Since they began releasing music, Jungle have preferred to remain somewhat steeped in mystery. Initially counting themselves as a duo going only by their first initials -- J and T -- they recently revealed that the group is actually comprised of seven members, and they aren't the people you've seen in their music videos. Their instantly classic blend of pop and disco sounds are unavoidably catchy, and the mysterious aura surrounding them has done nothing to detract from the quality of their music.

On the heels of their viral internet success, Jungle will release their debut self-titled album this July on XL Recordings. Gimme Noise had the chance to spend some time on Skype with J as the band prepares for their first American tour, making a stop this Friday in Minneapolis at the Fine Line. J was eager to tell us about his efforts to leave the ego behind and utilize Jungle as a place to experience true freedom.

Gimme Noise: So you are one of the founding members of Jungle.

You make it sound like some cult.

Is it a cult?

I wish.

If you were a cult, what would your mission statement be?

To have fun and enjoy life. Just to be normal and not be taken too seriously.

So it's you -- J, and T is the other original member.

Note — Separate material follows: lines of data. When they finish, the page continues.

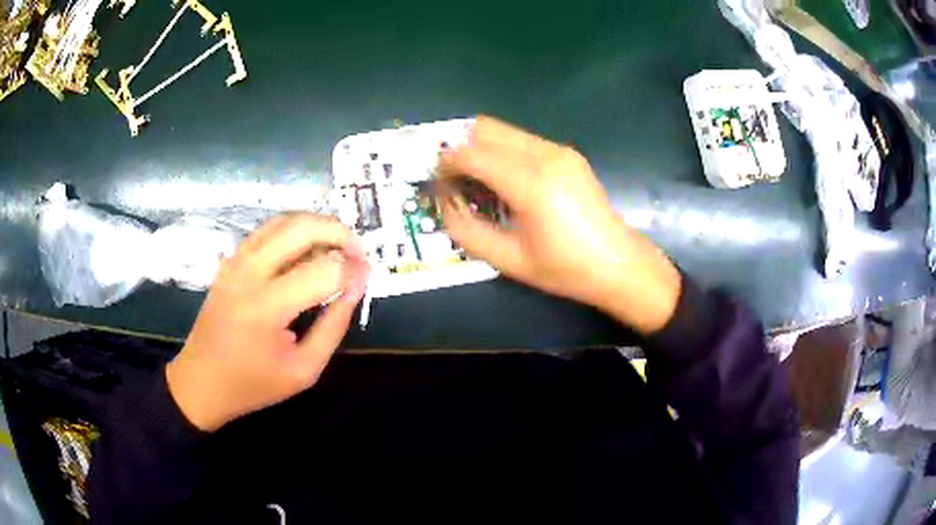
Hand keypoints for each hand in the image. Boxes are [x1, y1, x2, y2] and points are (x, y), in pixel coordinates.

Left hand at [165, 214, 368, 431]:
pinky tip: (306, 249)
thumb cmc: (253, 384)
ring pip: (285, 220)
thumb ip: (333, 326)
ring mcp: (236, 260)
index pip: (324, 271)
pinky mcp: (231, 260)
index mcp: (266, 307)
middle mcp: (249, 272)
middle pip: (303, 228)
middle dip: (340, 233)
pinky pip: (267, 230)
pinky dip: (294, 230)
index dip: (354, 270)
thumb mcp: (304, 370)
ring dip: (318, 226)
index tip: (367, 278)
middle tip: (357, 254)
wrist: (201, 381)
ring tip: (337, 248)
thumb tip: (357, 285)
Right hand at [439, 116, 680, 334]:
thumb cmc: (565, 268)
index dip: (446, 165)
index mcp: (530, 183)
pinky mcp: (567, 153)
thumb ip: (467, 231)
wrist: (618, 263)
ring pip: (503, 131)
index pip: (471, 153)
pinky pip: (521, 140)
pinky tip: (505, 182)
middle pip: (484, 128)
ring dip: (481, 149)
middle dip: (460, 149)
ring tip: (479, 184)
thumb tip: (445, 205)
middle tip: (455, 181)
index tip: (438, 184)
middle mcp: (544, 154)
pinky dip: (502, 152)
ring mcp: (559, 150)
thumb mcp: (509, 260)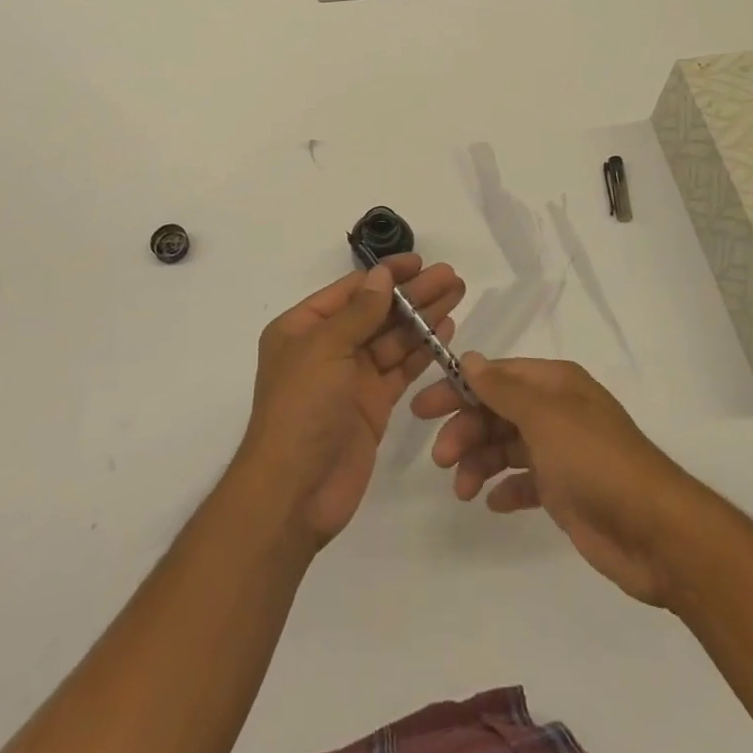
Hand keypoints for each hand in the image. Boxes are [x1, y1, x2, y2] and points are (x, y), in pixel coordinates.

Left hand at [236, 256, 464, 547]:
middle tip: (450, 276)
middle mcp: (327, 347)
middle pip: (376, 312)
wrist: (295, 491)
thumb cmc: (301, 408)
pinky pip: (400, 369)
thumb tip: (381, 275)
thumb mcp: (324, 349)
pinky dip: (422, 350)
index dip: (386, 274)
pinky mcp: (373, 404)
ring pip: (392, 338)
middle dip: (412, 293)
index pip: (351, 290)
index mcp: (303, 327)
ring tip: (456, 294)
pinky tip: (445, 330)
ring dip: (422, 316)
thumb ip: (358, 312)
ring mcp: (351, 377)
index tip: (419, 262)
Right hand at [414, 355, 694, 607]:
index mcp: (555, 384)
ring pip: (505, 447)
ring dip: (479, 462)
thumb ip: (502, 389)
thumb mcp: (544, 416)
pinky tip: (491, 502)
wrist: (657, 533)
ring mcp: (561, 452)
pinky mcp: (565, 492)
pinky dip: (504, 488)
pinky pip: (524, 482)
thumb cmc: (596, 461)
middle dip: (465, 431)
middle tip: (440, 459)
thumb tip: (468, 358)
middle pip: (496, 411)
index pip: (495, 376)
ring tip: (461, 489)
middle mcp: (556, 411)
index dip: (458, 389)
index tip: (423, 409)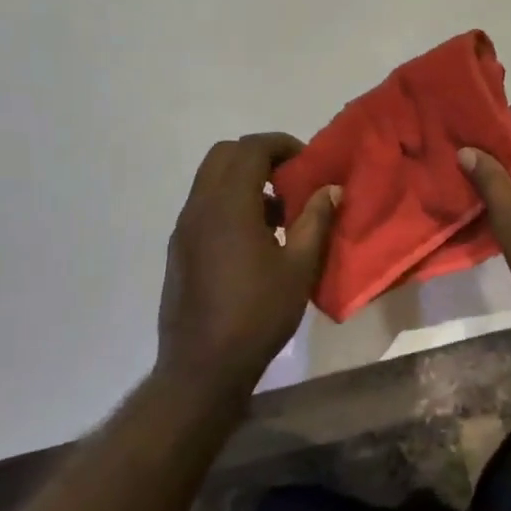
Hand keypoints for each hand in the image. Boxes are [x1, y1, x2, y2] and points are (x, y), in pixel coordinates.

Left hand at [158, 134, 338, 390]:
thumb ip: (316, 220)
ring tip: (279, 212)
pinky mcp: (179, 248)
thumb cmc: (258, 314)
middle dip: (259, 156)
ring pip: (210, 179)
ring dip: (243, 179)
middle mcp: (200, 207)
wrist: (203, 366)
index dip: (281, 145)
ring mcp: (184, 228)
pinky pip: (204, 205)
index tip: (307, 161)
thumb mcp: (299, 267)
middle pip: (224, 155)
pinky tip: (256, 238)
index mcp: (229, 206)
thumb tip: (331, 188)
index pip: (250, 149)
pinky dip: (229, 201)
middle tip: (291, 178)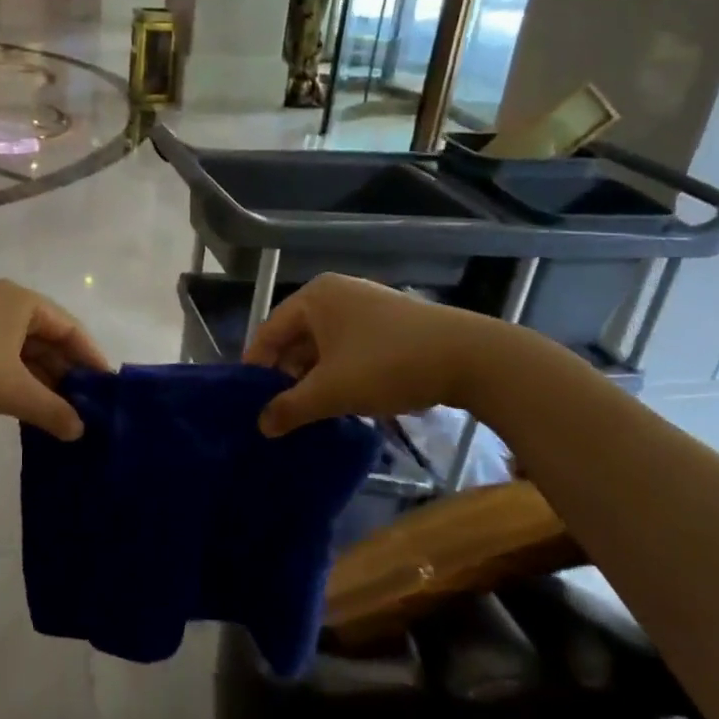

Well, I'm Josh, and Tom is T. It's funny, you know, it's really weird speaking to people around the world when they come back to you and go, "Oh my god, you're so mysterious; I can't find anything about you; I'm panicking a little bit; I don't know what to do." That kind of surprises us in a way because we haven't had much control over what was written about us and what people say or publish. That's not what we do. We're just producers who make music, and we make videos, and we play music live.

I think it started out with us putting those videos out last year. As most producers do, we're not in our own videos, 'cause that's lame -- it's just not about that, it's too much like taking selfies. Why would you take a selfie? It just feels weird. When other people take photos of us, like kids, that's fine -- that's other people's thing. But I think we always had a big issue with self-publicizing, and trying to take credit for so much.

We're not really seeking fame; we're not really seeking attention in that way. We get great satisfaction out of the fact that people like the music and enjoy watching it live. If we wanted it to be all about us, we would have been models. It's about the music, ultimately. A lot of artists and musicians say that and it is quite a cliché thing to say in music these days, especially with the internet, but it kind of is, and you've just got to believe in that. Jungle is a place where we escape our own egos. It's a place where we can be free from that sort of desperation to be liked, or desperation to be someone that somebody else loves. We already have that within our own group of people. We already have that within me and T, for example. That's where we start; that's why the music happened -- because there is no ego, and that's why it feels so liberating. It's an experience for us as well as everybody else. I suppose that's where we escape to.

That's who we are in the real world -- where your bills are, where your fucking taxes are. I suppose we want to leave that behind when we enter. Leaving that person behind helps you create something that isn't driven by your ego, it's just driven by your creativity and your emotion. That only comes from playing music for ten or 15 years, the kind of music that never felt right, and now we finally dropped the ego a little bit and are crafting music that feels honest and truthful to true expression.

School tends to make you into something that you're not -- it tends to pressure you into being a person that you think you should be. You watch the television, you go on the internet and you see all these images of somebody else. I spent my whole life so far trying to pretend to be someone I'm not. I think everyone does. There's a magazine: why aren't I as hot as them? Why can't I be as cool as that person? Then you come to a place where you can actually sit back and say, 'Well, I am what I am," and that's where you can start to understand life and who you are. I think that's where we're at, really. That's the whole fucking story.

You said that you've come to find who you really are. Who is that?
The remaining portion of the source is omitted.